■ Exercise directions:
The answer should consist of the records below, repeated exactly, and no pictures.

■ Material to process:
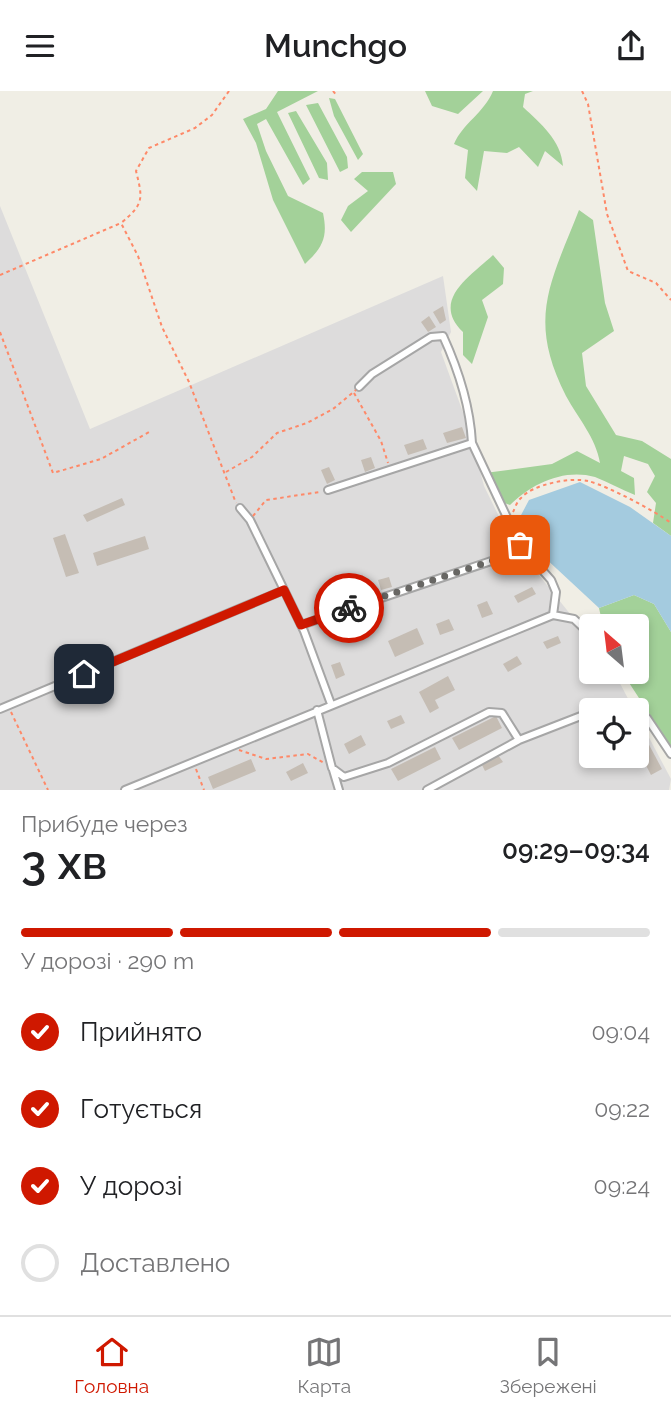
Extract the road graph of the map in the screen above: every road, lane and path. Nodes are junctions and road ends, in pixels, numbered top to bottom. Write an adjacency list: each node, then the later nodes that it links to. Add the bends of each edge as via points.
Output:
1 (229, 91): 5 (path, via 212,115 195,128 149,148 136,171 142,195 138,209)
2 (332, 91): 4 (path)
3 (582, 91): 7 (path, via 607,214 628,271 656,283)
4 (337, 96)
5 (121, 223): 6 (path); 13 (path)
6 (0, 275)
7 (671, 300)
8 (0, 332): 10 (path, via 54,473 101,459)
9 (356, 390): 11 (street, via 372,374 432,337 443,336 458,369); 12 (path); 13 (path, via 316,418 277,433 252,457)
10 (151, 431)
11 (472, 443): 12 (street); 16 (street)
12 (391, 470): 14 (street)
13 (225, 473): 15 (path, via 232,499)
14 (328, 490): 17 (path, via 266,501)
15 (240, 507): 17 (street)
16 (509, 519): 18 (path, via 522,496 569,480 588,481); 19 (street)
17 (250, 520): 20 (street)
18 (671, 523)
19 (520, 545): 21 (street, via 551,580 556,592); 23 (street, via 512,554)
20 (284, 590): 23 (street); 25 (street)
21 (553, 615): 22 (street); 24 (street)
22 (579, 624)
23 (301, 625): 24 (street)
24 (331, 704): 27 (street)
25 (9, 707): 26 (street); 35 (path)
26 (0, 709)
27 (317, 710): 31 (street); 34 (street)
28 (579, 717): 30 (street)
29 (649, 721): 32 (street)
30 (519, 740): 34 (street, via 502,713 489,712 388,763 344,777); 39 (street)
31 (229, 746): 33 (street); 34 (path, via 266,759 308,754)
32 (671, 754)
33 (193, 761): 36 (street); 37 (path)
34 (332, 768): 38 (street)
35 (48, 790)
36 (125, 790)
37 (204, 790)
38 (339, 790)
39 (427, 790)

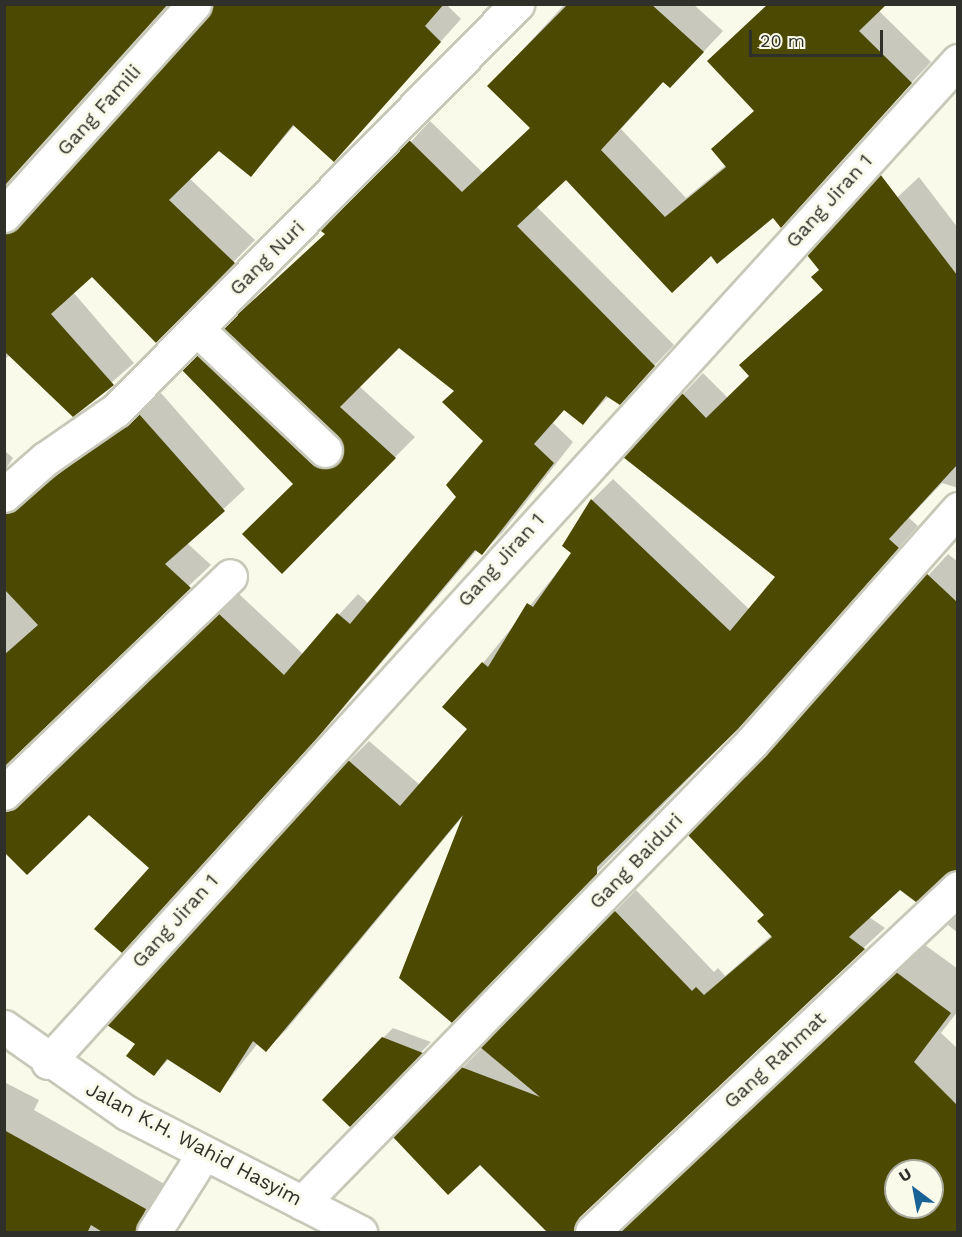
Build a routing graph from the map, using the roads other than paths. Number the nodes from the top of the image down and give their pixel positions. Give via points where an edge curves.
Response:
1 (194, 4) edge
2 (517, 4) edge
3 (957, 61) edge
4 (4, 215) edge
5 (197, 329) junction
6 (325, 450) dead end
7 (4, 495) edge
8 (957, 509) edge
9 (230, 576) dead end
10 (4, 793) edge
11 (957, 888) edge
12 (4, 1027) edge
13 (48, 1062) junction
14 (204, 1153) junction
15 (302, 1203) junction
16 (154, 1233) edge
17 (360, 1233) edge
18 (592, 1233) edge

1 - 4 street, Gang Famili
2 - 5 street, Gang Nuri
3 - 13 street, Gang Jiran 1
5 - 6 street
5 - 7 street, Gang Nuri via 116,410 45,459
8 - 15 street, Gang Baiduri via 752,742
9 - 10 street
11 - 18 street, Gang Rahmat
12 - 13 street, Jalan K.H. Wahid Hasyim
13 - 14 street, Jalan K.H. Wahid Hasyim
14 - 15 street, Jalan K.H. Wahid Hasyim
14 - 16 street
15 - 17 street, Jalan K.H. Wahid Hasyim

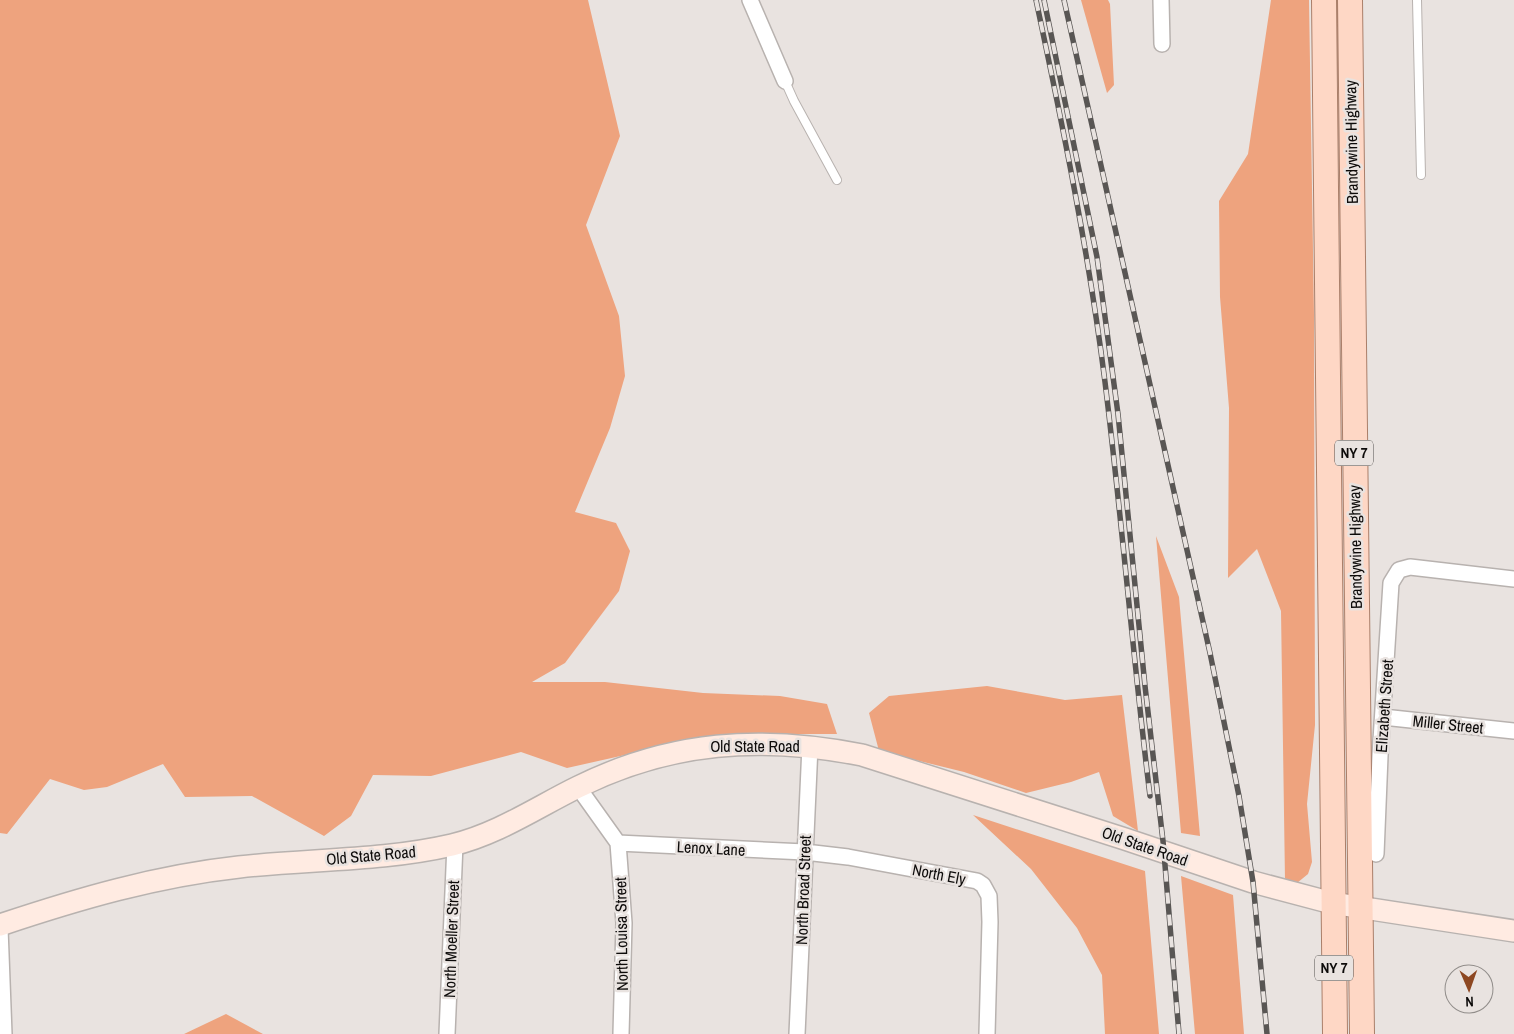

■ Response for this exercise:
Extract the road graph of the map in the screen above: every road, lane and path. Nodes are junctions and road ends, in pixels, numbered top to bottom. Write an adjacency list: each node, then the later nodes that it links to. Add the bends of each edge as via points.
Output:
1 (229, 91): 5 (path, via 212,115 195,128 149,148 136,171 142,195 138,209)
2 (332, 91): 4 (path)
3 (582, 91): 7 (path, via 607,214 628,271 656,283)
4 (337, 96)
5 (121, 223): 6 (path); 13 (path)
6 (0, 275)
7 (671, 300)
8 (0, 332): 10 (path, via 54,473 101,459)
9 (356, 390): 11 (street, via 372,374 432,337 443,336 458,369); 12 (path); 13 (path, via 316,418 277,433 252,457)
10 (151, 431)
11 (472, 443): 12 (street); 16 (street)
12 (391, 470): 14 (street)
13 (225, 473): 15 (path, via 232,499)
14 (328, 490): 17 (path, via 266,501)
15 (240, 507): 17 (street)
16 (509, 519): 18 (path, via 522,496 569,480 588,481); 19 (street)
17 (250, 520): 20 (street)
18 (671, 523)
19 (520, 545): 21 (street, via 551,580 556,592); 23 (street, via 512,554)
20 (284, 590): 23 (street); 25 (street)
21 (553, 615): 22 (street); 24 (street)
22 (579, 624)
23 (301, 625): 24 (street)
24 (331, 704): 27 (street)
25 (9, 707): 26 (street); 35 (path)
26 (0, 709)
27 (317, 710): 31 (street); 34 (street)
28 (579, 717): 30 (street)
29 (649, 721): 32 (street)
30 (519, 740): 34 (street, via 502,713 489,712 388,763 344,777); 39 (street)
31 (229, 746): 33 (street); 34 (path, via 266,759 308,754)
32 (671, 754)
33 (193, 761): 36 (street); 37 (path)
34 (332, 768): 38 (street)
35 (48, 790)
36 (125, 790)
37 (204, 790)
38 (339, 790)
39 (427, 790)

Build a routing graph from the map, using the roads other than paths. Number the nodes from the top of the image down and give their pixel positions. Give via points where an edge curves.
Response:
1 (194, 4) edge
2 (517, 4) edge
3 (957, 61) edge
4 (4, 215) edge
5 (197, 329) junction
6 (325, 450) dead end
7 (4, 495) edge
8 (957, 509) edge
9 (230, 576) dead end
10 (4, 793) edge
11 (957, 888) edge
12 (4, 1027) edge
13 (48, 1062) junction
14 (204, 1153) junction
15 (302, 1203) junction
16 (154, 1233) edge
17 (360, 1233) edge
18 (592, 1233) edge

1 - 4 street, Gang Famili
2 - 5 street, Gang Nuri
3 - 13 street, Gang Jiran 1
5 - 6 street
5 - 7 street, Gang Nuri via 116,410 45,459
8 - 15 street, Gang Baiduri via 752,742
9 - 10 street
11 - 18 street, Gang Rahmat
12 - 13 street, Jalan K.H. Wahid Hasyim
13 - 14 street, Jalan K.H. Wahid Hasyim
14 - 15 street, Jalan K.H. Wahid Hasyim
14 - 16 street
15 - 17 street, Jalan K.H. Wahid Hasyim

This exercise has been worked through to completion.